Task:
If a line of the data below contains the string "Tournes", copy it into your answer.

----------------------------------------

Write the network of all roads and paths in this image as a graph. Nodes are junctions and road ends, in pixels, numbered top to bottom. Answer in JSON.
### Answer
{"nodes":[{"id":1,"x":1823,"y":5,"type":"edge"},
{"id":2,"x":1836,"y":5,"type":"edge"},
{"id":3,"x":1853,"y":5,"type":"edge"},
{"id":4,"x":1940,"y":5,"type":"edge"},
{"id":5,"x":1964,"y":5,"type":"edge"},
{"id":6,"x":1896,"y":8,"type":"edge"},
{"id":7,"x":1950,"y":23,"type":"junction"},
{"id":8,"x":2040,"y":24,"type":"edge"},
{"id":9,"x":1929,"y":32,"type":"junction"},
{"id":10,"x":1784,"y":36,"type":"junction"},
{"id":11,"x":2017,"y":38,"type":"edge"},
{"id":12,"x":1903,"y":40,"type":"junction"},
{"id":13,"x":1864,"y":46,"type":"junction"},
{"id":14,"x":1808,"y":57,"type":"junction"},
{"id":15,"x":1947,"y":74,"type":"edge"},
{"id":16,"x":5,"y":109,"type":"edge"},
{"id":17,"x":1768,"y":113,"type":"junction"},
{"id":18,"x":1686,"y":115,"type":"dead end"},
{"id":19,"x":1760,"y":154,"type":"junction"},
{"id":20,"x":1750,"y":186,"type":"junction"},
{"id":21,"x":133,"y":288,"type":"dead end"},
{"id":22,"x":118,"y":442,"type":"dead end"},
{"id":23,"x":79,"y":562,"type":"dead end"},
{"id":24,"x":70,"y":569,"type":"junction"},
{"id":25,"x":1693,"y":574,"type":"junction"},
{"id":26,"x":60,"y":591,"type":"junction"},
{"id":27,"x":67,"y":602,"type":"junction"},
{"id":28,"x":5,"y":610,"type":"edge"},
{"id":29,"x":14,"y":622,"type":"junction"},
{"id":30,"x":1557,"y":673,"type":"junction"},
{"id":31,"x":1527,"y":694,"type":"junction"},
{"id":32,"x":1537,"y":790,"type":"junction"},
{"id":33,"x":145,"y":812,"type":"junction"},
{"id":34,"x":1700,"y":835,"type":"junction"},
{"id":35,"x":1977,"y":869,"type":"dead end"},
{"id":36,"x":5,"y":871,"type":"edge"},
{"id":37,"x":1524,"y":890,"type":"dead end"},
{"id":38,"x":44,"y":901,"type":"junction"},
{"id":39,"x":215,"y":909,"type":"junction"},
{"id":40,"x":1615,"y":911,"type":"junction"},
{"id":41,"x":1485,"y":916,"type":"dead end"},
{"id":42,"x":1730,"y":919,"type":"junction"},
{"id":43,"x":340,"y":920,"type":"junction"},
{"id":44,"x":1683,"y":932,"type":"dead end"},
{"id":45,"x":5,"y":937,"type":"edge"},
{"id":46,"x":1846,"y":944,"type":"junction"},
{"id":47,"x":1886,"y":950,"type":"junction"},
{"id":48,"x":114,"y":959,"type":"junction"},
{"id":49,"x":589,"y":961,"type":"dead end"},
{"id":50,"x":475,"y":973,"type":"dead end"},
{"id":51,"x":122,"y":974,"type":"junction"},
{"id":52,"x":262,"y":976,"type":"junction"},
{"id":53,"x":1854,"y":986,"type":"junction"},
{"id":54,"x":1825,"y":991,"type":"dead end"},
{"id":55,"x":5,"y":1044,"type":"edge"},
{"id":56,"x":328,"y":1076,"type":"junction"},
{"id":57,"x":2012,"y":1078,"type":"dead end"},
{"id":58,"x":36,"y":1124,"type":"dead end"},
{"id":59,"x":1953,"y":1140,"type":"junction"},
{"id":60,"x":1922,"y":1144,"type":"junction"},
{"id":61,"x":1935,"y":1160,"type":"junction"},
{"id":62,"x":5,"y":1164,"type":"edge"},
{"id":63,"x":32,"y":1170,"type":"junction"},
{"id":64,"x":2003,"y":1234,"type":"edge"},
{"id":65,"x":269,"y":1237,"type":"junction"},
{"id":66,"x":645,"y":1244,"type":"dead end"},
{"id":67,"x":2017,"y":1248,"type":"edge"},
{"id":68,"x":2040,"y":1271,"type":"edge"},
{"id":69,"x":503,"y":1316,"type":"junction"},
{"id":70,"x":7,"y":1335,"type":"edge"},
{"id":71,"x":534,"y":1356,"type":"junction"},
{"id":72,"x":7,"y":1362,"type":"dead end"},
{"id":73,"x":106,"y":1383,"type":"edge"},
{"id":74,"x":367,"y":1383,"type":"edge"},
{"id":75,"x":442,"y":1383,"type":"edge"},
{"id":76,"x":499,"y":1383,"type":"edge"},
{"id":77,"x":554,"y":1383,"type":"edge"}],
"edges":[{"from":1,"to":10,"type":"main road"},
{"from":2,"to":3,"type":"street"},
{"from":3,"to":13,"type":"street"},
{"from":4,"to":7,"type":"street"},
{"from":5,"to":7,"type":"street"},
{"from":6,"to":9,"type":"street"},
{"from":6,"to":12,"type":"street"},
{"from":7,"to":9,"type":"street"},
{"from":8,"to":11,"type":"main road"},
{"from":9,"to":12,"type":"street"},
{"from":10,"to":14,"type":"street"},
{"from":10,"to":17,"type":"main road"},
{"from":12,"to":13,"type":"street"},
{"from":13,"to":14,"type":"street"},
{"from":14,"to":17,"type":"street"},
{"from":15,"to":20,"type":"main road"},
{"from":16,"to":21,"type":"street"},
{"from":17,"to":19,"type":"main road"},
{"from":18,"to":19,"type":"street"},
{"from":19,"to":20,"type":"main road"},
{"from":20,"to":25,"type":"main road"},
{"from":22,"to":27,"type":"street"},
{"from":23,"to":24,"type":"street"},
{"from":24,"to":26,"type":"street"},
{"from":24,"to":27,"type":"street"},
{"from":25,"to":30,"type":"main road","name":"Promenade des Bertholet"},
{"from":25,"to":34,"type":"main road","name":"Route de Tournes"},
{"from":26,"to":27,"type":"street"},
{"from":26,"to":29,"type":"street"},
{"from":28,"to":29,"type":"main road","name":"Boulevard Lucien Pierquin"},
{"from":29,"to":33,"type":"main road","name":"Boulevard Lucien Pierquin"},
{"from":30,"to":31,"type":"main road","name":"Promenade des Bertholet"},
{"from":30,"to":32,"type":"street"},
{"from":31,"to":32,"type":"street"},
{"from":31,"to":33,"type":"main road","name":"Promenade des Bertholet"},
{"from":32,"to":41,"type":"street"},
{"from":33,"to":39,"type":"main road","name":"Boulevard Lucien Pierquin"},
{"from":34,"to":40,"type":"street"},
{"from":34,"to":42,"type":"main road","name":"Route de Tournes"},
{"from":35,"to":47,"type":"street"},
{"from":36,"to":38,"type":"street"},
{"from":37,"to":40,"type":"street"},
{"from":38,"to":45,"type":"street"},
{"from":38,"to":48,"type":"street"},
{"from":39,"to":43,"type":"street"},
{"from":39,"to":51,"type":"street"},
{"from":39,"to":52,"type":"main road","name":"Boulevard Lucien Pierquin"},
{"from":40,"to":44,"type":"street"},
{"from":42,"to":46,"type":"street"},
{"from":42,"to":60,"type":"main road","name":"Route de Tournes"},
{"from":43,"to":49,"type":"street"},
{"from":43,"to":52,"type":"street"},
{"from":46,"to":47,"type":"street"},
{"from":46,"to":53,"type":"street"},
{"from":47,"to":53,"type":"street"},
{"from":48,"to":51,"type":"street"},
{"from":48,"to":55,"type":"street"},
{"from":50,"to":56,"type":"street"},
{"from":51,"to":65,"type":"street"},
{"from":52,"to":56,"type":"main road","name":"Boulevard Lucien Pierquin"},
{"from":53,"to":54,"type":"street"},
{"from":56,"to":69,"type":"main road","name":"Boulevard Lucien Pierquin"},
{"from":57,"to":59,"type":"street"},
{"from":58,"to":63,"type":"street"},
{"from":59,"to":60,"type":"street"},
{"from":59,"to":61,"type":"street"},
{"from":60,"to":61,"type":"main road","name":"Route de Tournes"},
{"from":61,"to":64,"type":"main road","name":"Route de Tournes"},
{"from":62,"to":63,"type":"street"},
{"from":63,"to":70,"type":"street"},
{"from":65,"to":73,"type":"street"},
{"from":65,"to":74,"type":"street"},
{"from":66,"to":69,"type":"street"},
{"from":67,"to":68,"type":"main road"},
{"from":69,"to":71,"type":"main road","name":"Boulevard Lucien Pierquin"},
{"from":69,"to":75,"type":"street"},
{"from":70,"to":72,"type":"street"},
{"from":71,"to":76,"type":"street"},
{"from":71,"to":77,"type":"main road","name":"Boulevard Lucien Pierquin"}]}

----------------------------------------

Answer:
{"from":25,"to":34,"type":"main road","name":"Route de Tournes"},
{"from":34,"to":42,"type":"main road","name":"Route de Tournes"},
{"from":42,"to":60,"type":"main road","name":"Route de Tournes"},
{"from":60,"to":61,"type":"main road","name":"Route de Tournes"},
{"from":61,"to":64,"type":"main road","name":"Route de Tournes"},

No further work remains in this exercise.